**The task:**
Output every entry exactly as written, skipping any pictures.

........

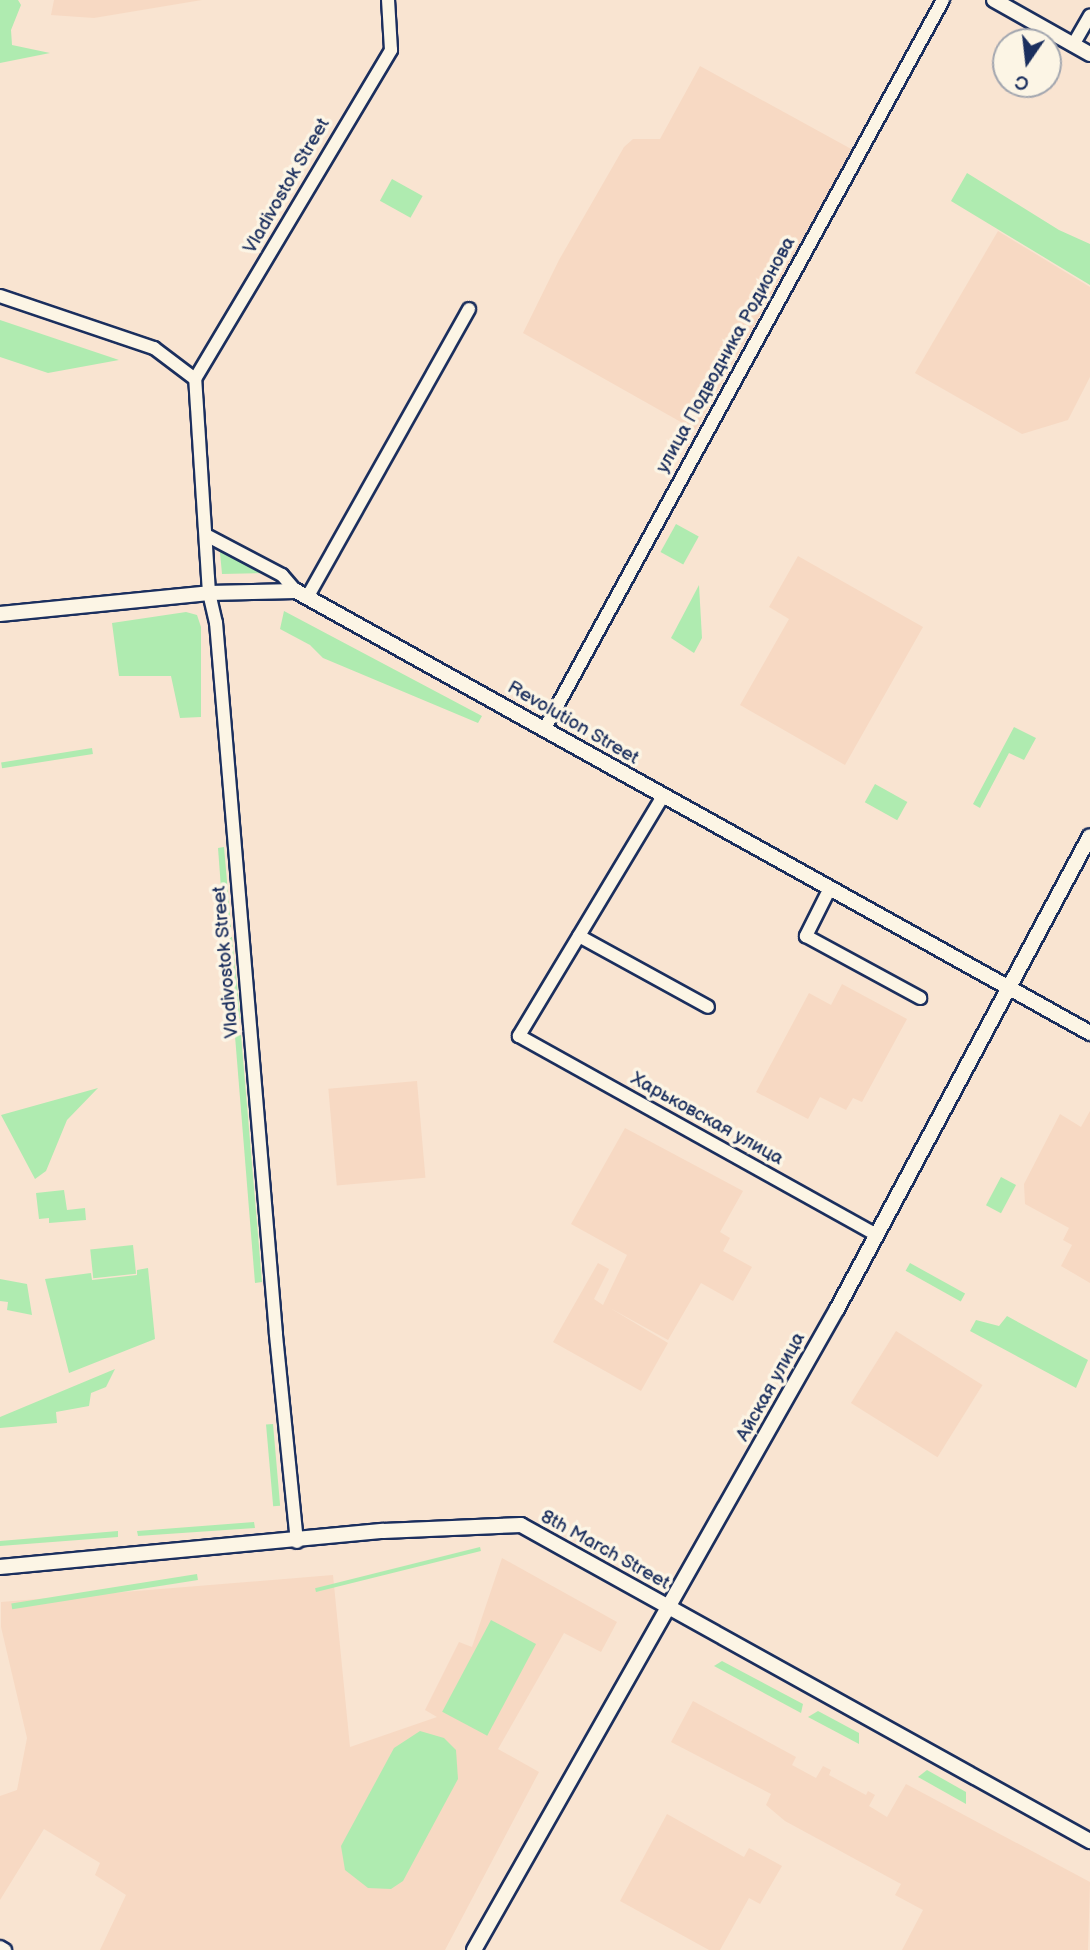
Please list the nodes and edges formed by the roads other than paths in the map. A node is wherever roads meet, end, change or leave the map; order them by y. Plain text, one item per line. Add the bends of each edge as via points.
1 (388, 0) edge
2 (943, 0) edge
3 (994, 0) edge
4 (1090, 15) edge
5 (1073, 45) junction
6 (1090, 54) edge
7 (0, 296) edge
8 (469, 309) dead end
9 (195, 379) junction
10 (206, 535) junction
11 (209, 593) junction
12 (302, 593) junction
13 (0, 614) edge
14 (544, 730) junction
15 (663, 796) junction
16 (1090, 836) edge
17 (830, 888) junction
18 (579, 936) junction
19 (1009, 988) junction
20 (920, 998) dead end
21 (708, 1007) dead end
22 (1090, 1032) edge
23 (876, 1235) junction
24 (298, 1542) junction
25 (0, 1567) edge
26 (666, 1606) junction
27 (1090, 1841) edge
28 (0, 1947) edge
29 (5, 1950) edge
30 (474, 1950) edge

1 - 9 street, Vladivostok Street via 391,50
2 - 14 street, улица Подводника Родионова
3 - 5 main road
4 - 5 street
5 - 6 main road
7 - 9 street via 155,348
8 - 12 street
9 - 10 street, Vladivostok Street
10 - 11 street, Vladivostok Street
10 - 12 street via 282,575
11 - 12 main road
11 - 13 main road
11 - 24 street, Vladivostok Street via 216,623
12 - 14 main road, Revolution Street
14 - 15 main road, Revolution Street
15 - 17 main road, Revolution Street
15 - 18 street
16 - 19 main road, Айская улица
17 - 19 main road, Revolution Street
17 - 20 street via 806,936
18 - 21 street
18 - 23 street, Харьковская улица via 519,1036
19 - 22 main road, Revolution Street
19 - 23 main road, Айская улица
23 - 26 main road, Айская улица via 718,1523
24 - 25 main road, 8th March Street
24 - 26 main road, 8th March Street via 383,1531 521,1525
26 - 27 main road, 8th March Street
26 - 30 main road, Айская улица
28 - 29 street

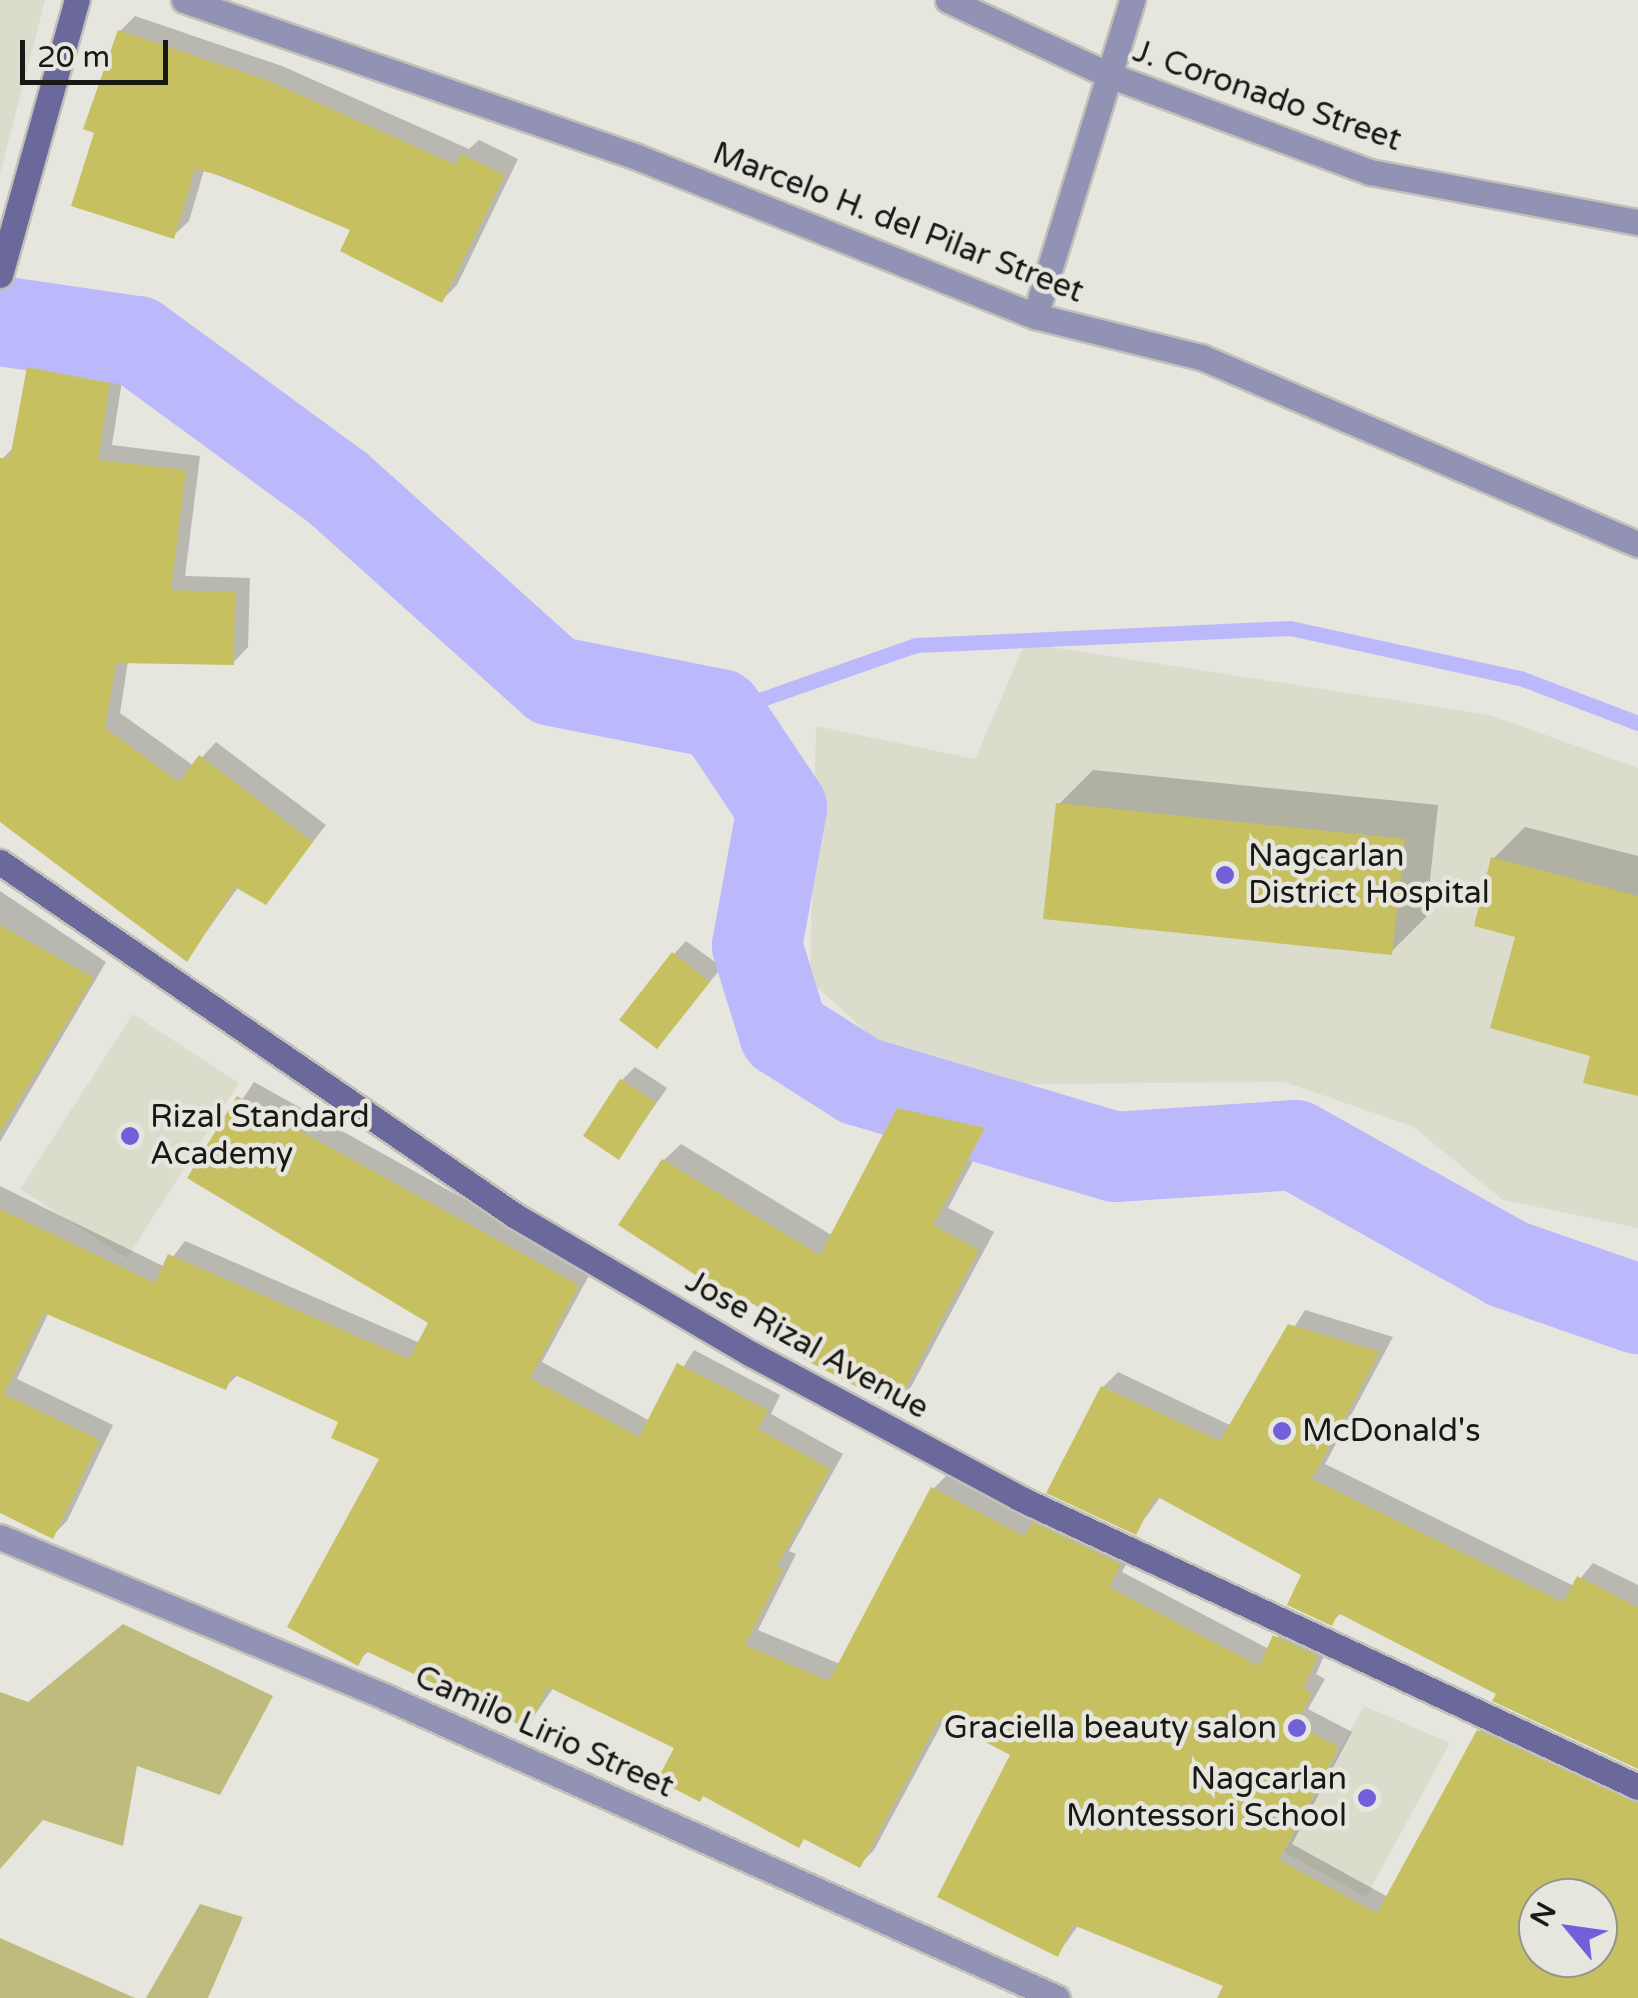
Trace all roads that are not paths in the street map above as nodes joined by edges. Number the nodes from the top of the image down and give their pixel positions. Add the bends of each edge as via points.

........

**Result of the exercise:**
Please list the nodes and edges formed by the roads other than paths in the map. A node is wherever roads meet, end, change or leave the map; order them by y. Plain text, one item per line. Add the bends of each edge as via points.
1 (388, 0) edge
2 (943, 0) edge
3 (994, 0) edge
4 (1090, 15) edge
5 (1073, 45) junction
6 (1090, 54) edge
7 (0, 296) edge
8 (469, 309) dead end
9 (195, 379) junction
10 (206, 535) junction
11 (209, 593) junction
12 (302, 593) junction
13 (0, 614) edge
14 (544, 730) junction
15 (663, 796) junction
16 (1090, 836) edge
17 (830, 888) junction
18 (579, 936) junction
19 (1009, 988) junction
20 (920, 998) dead end
21 (708, 1007) dead end
22 (1090, 1032) edge
23 (876, 1235) junction
24 (298, 1542) junction
25 (0, 1567) edge
26 (666, 1606) junction
27 (1090, 1841) edge
28 (0, 1947) edge
29 (5, 1950) edge
30 (474, 1950) edge

1 - 9 street, Vladivostok Street via 391,50
2 - 14 street, улица Подводника Родионова
3 - 5 main road
4 - 5 street
5 - 6 main road
7 - 9 street via 155,348
8 - 12 street
9 - 10 street, Vladivostok Street
10 - 11 street, Vladivostok Street
10 - 12 street via 282,575
11 - 12 main road
11 - 13 main road
11 - 24 street, Vladivostok Street via 216,623
12 - 14 main road, Revolution Street
14 - 15 main road, Revolution Street
15 - 17 main road, Revolution Street
15 - 18 street
16 - 19 main road, Айская улица
17 - 19 main road, Revolution Street
17 - 20 street via 806,936
18 - 21 street
18 - 23 street, Харьковская улица via 519,1036
19 - 22 main road, Revolution Street
19 - 23 main road, Айская улица
23 - 26 main road, Айская улица via 718,1523
24 - 25 main road, 8th March Street
24 - 26 main road, 8th March Street via 383,1531 521,1525
26 - 27 main road, 8th March Street
26 - 30 main road, Айская улица
28 - 29 street

Trace all roads that are not paths in the street map above as nodes joined by edges. Number the nodes from the top of the image down and give their pixel positions. Add the bends of each edge as via points.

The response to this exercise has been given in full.